Whether you are a 40-year veteran or a brand new lawyer, you know that you knew more current black letter law upon graduation than you would ever know again. The one constant was that everything changes. Everything changes faster in the law than cell telephone technology or prices at Wal-Mart. Even knowing that the case law, statutory law and rules are always changing, it is still difficult to keep up with the increasing duties of lawyers.
For example, HIPPA [Health Insurance Portability and Accountability Act of 1996] requires that a “covered entity” maintain the privacy of personal health information (PHI). Covered entities can include healthcare providers, health plans and health clearing houses and their business associates such as lawyers. We are routinely asked to sign Business Associate Agreements binding ourselves to protect patient information when we get it from another source. The 2009 HiTech Act provides Enforcement Rules to strengthen the privacy and security protections for health information and to improve the workability and effectiveness of the HIPAA Rules. It also applies to lawyers and we are subject to fines and penalties when we have a data breach and have large reporting and remedial responsibilities if we do. The costs of such can be most significant and would not generally be covered by a professional liability policy or even a commercial general liability policy. So, law firms are now looking at “cyber-insurance” to cover data breaches and fines for such. These policies require strict physical security and adequate and commercially reasonable computer security policies. The loss of a mobile device with patient records that is not encrypted could trigger some real expense.
Lawyers now also have to be trained to know about Medicare Set-Aside rules or they or their clients may have to pay more than once when they are settling a case for a client.

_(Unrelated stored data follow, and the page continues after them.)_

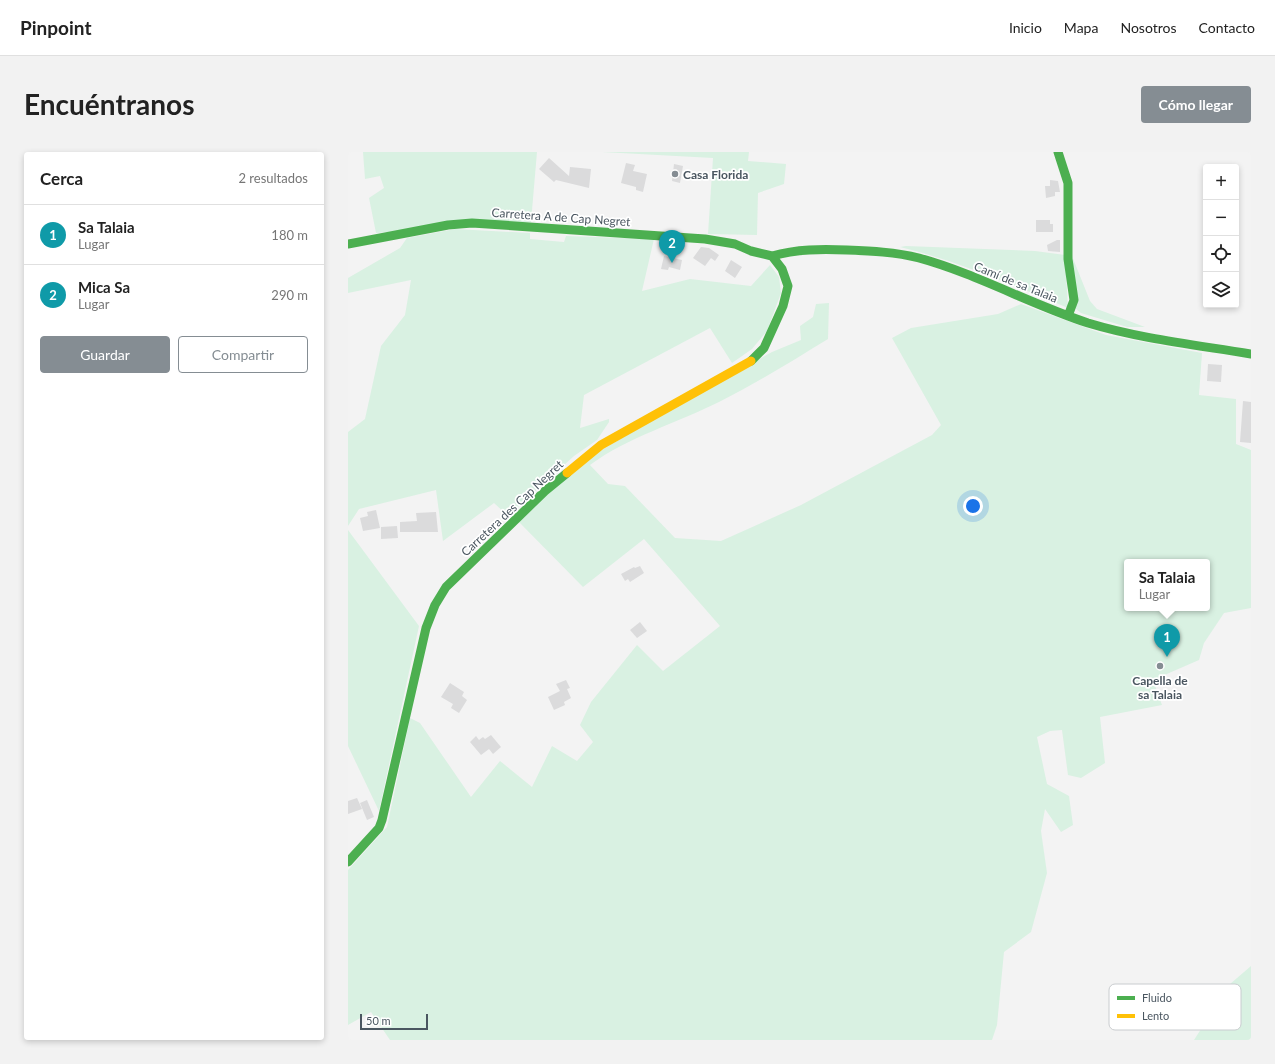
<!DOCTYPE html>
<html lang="es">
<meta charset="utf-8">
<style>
:root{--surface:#fff;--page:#f2f2f2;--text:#222;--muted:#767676;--line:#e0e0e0;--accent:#858d93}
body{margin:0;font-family:Lato,sans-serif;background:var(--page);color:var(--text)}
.controls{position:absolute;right:12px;top:12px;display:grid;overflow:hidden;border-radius:4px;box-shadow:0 2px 6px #0003}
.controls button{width:36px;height:36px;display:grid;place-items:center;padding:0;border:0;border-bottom:1px solid var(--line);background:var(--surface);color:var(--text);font:20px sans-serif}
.scale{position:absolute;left:12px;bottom:10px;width:68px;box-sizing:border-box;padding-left:4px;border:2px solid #4a5660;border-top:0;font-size:11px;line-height:14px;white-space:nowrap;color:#4a5660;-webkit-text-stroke:3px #fff;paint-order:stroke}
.you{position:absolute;left:625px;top:354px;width:14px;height:14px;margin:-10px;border:3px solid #fff;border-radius:50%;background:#1a73e8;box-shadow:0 0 0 6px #1a73e833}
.badge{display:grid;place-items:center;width:26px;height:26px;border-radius:50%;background:var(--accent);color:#fff;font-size:13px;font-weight:700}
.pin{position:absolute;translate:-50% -33px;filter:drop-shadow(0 1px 2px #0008)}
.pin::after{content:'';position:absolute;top:21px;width:14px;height:12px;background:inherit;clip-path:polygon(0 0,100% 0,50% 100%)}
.popup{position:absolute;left:776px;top:407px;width:86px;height:52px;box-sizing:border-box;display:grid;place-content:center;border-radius:4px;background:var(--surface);filter:drop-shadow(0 1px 3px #0005);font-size:13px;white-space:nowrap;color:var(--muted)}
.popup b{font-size:15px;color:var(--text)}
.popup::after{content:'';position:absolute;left:50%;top:100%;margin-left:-8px;border:8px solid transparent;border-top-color:var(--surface)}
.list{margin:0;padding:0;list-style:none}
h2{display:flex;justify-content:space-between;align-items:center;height:52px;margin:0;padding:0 16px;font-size:17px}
h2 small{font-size:13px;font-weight:400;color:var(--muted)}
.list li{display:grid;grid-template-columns:26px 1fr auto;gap:12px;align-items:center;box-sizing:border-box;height:60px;padding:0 16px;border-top:1px solid var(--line)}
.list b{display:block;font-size:15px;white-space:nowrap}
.list p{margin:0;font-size:13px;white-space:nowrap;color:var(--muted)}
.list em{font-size:13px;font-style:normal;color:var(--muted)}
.actions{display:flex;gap:8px;padding:12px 16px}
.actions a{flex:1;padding:9px 0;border:1px solid var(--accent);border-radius:4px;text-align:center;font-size:14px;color:var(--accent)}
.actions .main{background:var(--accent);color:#fff}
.icon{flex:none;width:22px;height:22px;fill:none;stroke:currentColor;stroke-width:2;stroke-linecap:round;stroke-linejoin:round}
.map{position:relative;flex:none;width:903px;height:888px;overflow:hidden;border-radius:4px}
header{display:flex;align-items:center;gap:24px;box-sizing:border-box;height:56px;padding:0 20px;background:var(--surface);border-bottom:1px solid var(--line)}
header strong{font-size:19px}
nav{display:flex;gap:22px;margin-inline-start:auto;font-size:14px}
.intro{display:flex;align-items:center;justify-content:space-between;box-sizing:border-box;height:96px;padding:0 24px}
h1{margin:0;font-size:28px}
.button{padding:10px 18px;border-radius:4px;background:var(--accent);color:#fff;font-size:14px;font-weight:700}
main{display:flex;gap:24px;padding:0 24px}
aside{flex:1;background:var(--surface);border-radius:4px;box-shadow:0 2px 6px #0003}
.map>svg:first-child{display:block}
.green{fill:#d9f1e2;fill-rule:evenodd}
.building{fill:#dbdbdc}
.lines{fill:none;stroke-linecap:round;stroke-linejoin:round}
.fast{stroke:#4caf50;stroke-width:9}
.slow{stroke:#ffc107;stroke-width:9}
.poi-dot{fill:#858d93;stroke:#fff;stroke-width:1.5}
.labels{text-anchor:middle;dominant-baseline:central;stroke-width:3.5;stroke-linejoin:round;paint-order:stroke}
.poi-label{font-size:12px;font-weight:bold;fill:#4a5660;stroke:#fff;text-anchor:start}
.street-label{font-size:12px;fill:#4a5660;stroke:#fff}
.key{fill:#fff;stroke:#c9cccf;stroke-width:1}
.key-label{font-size:11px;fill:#4a5660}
</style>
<header>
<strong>Pinpoint</strong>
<nav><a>Inicio</a><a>Mapa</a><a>Nosotros</a><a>Contacto</a></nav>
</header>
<div class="intro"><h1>Encuéntranos</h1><a class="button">Cómo llegar</a></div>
<main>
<aside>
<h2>Cerca<small>2 resultados</small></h2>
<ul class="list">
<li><span class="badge" style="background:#0f9aa8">1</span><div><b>Sa Talaia</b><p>Lugar</p></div><em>180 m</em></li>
<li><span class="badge" style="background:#0f9aa8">2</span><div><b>Mica Sa</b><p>Lugar</p></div><em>290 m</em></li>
</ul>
<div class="actions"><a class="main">Guardar</a><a>Compartir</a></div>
</aside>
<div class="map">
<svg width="903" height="888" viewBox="0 0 903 888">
<rect width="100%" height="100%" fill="#f3f3f3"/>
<!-- green -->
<path class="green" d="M15,0H189L183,70L28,81L21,46L36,36L32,24L17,27Z
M254,0H401L400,9L438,12L436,32L410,41L409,83L360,82L365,6Z
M107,77L182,81V87L216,90L218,84L306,87L294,139L342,127L403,134L422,113L431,125L433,141L419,179L404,197L384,211L362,176L236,243L232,276L261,267V270L249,288L226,304L160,364L146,351L95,389L88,338L11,357L0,374V280L17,267L33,194L57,163L63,128L0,141V126L52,96L59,86Z
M558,94L687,99L717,103L720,156C665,133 610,109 552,95Z
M724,104L742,149L749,157L797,175H779L733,161L728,157Z
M481,151L480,187C444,209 409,231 371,250C329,271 280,285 242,313L260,332L277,334L327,386L373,389L453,353L584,283L593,273L544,186L563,176L650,162L673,152L758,183L854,201L851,243L888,247V292L903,298V456L876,461L856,491L851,508L805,528L814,553L752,565L757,611L733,626L720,623L714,578L702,579L689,585L699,632L721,644L725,673L713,680L697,657L693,679L699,721L683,780L656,800L649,873L644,888H42L23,860L0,873V718L39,675L62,566L72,571L123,645L152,609L184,635L204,594L229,609L245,590L232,573L243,550L289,493L315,519L372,474L296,387L235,435L170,369L230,312L375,227L424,200L453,188L452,174L465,165L468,152ZM779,410H859V456H779Z
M0,378L71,474L31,659L0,594Z
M903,814V888H846L882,832Z"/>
<!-- building -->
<path class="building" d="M201,6L221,24L222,15L243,17L241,36L208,28L206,30L191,17Z
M278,11L287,13L285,19L299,22L295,40L288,38V35L273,31Z
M326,12L335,14L332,31L324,29Z
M702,28L710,29L712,40H707V44L698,46L697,34H702Z
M688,68H702V72H705V80H688Z
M709,88H712V100L700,99L699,93Z
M353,95L361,96L371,103L367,109L363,106L357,114L345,106Z
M316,104L334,108L332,118L321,115L320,118L313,117Z
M383,108L394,115L387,126L377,119Z
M860,212L874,213L873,230L859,229Z
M895,249L903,250V291L892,290Z
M28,358L32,376L15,379L12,366L20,364L19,360Z
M88,360L90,380H52V370L69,369L68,361Z
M49,374L50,386L33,387V375Z
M292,414L296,421L282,430L280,427L277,429L273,422L286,415L287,416Z
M292,470L299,479L289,486L282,478Z
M218,528L222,536L219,537L223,546L216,550L217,553L206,558L200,545L212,539L208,532Z
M102,531L116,540L114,544L119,548L111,561L103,556L105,552L93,545Z
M143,583L153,595L145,602L141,597L133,603L122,590L128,584L131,588L135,585L137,587Z
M9,646L14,657L0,662V649Z
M19,648L26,665L19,668L12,651Z"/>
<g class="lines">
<!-- fast -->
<path class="fast" d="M710,0L720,31V107L726,148L720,164
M0,92L100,73L124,71L357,87L387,92L403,99L424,104
M424,104C449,97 473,97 499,98C523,99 547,100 571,106C629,122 682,152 740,171C793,187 849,193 903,202
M403,209L416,196L435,154L440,134L434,117L424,104
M0,710L31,676L34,668L78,476L87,453L98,435L197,339L219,321"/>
<!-- slow -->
<path class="slow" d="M219,321L253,293L403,209"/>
</g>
<!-- markers -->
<g class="poi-dot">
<circle cx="327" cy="22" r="4"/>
<circle cx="812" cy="514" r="4"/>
</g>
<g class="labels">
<!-- poi labels -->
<g class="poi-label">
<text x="335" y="22">Casa Florida</text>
<text x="812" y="528" text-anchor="middle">Capella de<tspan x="812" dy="14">sa Talaia</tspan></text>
</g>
<!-- street labels -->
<g class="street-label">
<text transform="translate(213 65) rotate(4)">Carretera A de Cap Negret</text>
<text transform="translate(668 130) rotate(22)">Camí de sa Talaia</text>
<text transform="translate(164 356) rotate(-43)">Carretera des Cap Negret</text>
</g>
</g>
<!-- legend -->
<rect x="761" y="832" width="132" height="46" rx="6" class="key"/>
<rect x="769" y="844" width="18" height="4" fill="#4caf50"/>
<rect x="769" y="862" width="18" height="4" fill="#ffc107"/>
<g class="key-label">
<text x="794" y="850">Fluido</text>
<text x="794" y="868">Lento</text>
</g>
</svg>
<div class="controls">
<button>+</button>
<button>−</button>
<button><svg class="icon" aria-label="locate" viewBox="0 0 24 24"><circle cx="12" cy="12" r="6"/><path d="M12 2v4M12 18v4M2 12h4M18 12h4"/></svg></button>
<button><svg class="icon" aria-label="layers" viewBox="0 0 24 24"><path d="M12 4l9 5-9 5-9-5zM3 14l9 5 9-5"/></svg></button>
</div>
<div class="scale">50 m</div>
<div class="you"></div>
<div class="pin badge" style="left:819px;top:505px;background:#0f9aa8">1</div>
<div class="popup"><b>Sa Talaia</b>Lugar</div>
<div class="pin badge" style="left:324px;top:111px;background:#0f9aa8">2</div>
</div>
</main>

The ABA recently reported that hackers used a Trojan banker virus to replicate a web page for a law firm's actual bank. Then, when the bookkeeper entered the law firm's password, as prompted, the hackers, who were watching through their computer program, obtained it in real time and very soon logged onto the firm's actual trust account themselves. A six-figure loss was reported, so now there is a need to be wary of seeming emails from banks you know.
Therefore, each lawyer must use their common sense about all types of non-legal things such as not allowing visitors unescorted on the firm’s premises at any time. This extends to protecting the firm’s online systems from even friendly outsiders who want to use our system just for X. That is tantamount to giving free access to everything and could expose the firm to penalties. Most firms provide internet access for visitors using their own devices or an independent computer not in their system. Just say no if asked to briefly use the firm system. “No” can be a complete sentence.
Lawyers must use more than just normal diligence to protect their mobile devices. Think more than loss of property, but rather meeting professional duties. We must also use common sense to prevent the obvious “phishing” on computers with the usual scams and specific “spear-phishing” with things like: “Mike wants to meet you at 4:00 p.m. to review the attached financials” to access your system. So the message this month is situational awareness is now part of a lawyer’s basic duties. Lawyering is like any other skill. You learn basics and then keep layering on new skills and polishing old ones constantly. Security of a law firm’s data is a new and required skill in order to practice.